COLONNELLA. Buone notizie a Colonnella, la Asl ha comunicato l’esito dei tamponi all’intera giunta comunale dopo la positività al Covid di un assessore. Tutti i componenti sono risultati negativi. Nel corso delle riunioni in Comune, sindaco e assessori indossavano mascherine e mantenevano il distanziamento. «E’ la dimostrazione che queste misure funzionano e non si deve affatto pensare che non servano», dice Leandro Pollastrelli che tira un sospiro di sollievo e che, dopo tre giorni di isolamento, può tornare a svolgere le sue attività professionali e amministrative. Il sindaco, però, si dice preoccupato per il sentore di nuove positività in città visto il focolaio scoppiato in un’abitazione privata. Le scuole colonnellesi restano chiuse in attesa di conoscere l’esito dei tamponi sui due operatori scolastici trovati positivi e su cui la Asl ha effettuato il test. Pollastrelli insiste perché si facciano tamponi a tutti gli operatori e studenti della scuola, altrimenti sarà lui a farli affidandosi a un laboratorio privato.

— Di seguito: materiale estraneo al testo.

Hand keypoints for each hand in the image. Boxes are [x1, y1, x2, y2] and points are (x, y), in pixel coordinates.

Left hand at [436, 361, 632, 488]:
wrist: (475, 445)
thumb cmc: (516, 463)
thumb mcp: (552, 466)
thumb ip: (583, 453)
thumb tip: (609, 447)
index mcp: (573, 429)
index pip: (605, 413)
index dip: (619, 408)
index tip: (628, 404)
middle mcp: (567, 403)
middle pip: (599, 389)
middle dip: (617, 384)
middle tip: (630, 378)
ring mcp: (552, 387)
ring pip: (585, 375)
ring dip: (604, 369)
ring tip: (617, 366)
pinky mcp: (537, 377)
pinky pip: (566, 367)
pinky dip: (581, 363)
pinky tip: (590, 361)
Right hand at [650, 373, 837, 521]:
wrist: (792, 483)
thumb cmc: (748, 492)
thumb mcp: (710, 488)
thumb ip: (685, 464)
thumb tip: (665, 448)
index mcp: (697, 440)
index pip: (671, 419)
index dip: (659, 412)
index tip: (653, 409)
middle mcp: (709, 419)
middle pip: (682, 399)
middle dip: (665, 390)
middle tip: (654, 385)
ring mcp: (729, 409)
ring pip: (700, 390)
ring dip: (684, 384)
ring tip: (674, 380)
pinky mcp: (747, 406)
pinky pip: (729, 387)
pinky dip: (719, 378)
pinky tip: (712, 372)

NERETO. A Nereto, la Asl ha comunicato al sindaco, Daniele Laurenzi, la positività al virus dei familiari del ragazzo che frequenta un istituto superiore delle Marche risultato positivo al Covid-19. Sono tre quindi le persone positive rintracciate nel piccolo comune più una persona in sorveglianza attiva domiciliare, tutte appartenenti allo stesso nucleo familiare.

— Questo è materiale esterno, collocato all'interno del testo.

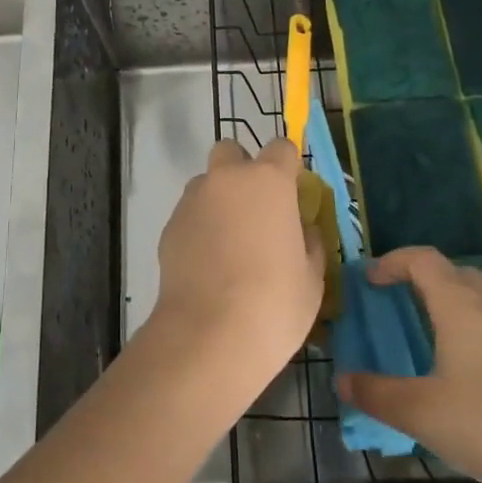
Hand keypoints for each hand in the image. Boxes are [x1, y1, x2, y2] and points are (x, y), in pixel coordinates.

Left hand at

SILVI. A Silvi nessun docente della 3 G della media Bindi, dove sono stati registrati due casi di contagio tra gli alunni, è risultato positivo al Covid. Lo ha reso noto ieri il primo cittadino Andrea Scordella che ha fatto anche il punto della situazione: «Occorre stare molto attenti non solo a mantenere sempre un comportamento virtuoso, ma anche ad adottare tempestivamente le elementari misure atte a scongiurare qualsiasi possibilità di contagio. E’ evidente che se in una famiglia c’è un figlio o un’altra persona messa precauzionalmente in quarantena in attesa di fare il tampone, che purtroppo non sempre avviene con la dovuta tempestività, è bene non mandare a scuola gli altri figli fin tanto che non sono conclusi gli accertamenti clinici. Noi come amministrazione comunale seguiamo costantemente l’evolversi della situazione, soprattutto nelle scuole, e continuiamo a impegnarci con tutti i mezzi per evitare i contagi». Il sindaco evidenzia come tutti gli scuolabus vengano quotidianamente disinfettati, e che il personale viaggiante è tenuto sotto controllo medico, ogni mezzo poi è dotato di termoscanner e di liquido disinfettante e i ragazzi sono tenuti distanziati durante il percorso. «Al momento», conclude il sindaco, «non ci sono stati segnalati in città nuovi contagi, ma siamo consapevoli della grande tensione che si sta vivendo a Silvi». In città sono 15 i positivi in isolamento domiciliare.
ATRI. Per quanto riguarda invece il caso riscontrato lunedì in una classe del polo liceale "Illuminati” di Atri solo stamattina dovrebbero essere eseguiti i tamponi dealla Asl a tutti i componenti della classe. La dirigente scolastica Daniela Magno intanto da ieri ha attivato la didattica a distanza per tutti i ragazzi in quarantena. (d.l-a.d.p.-d.f.)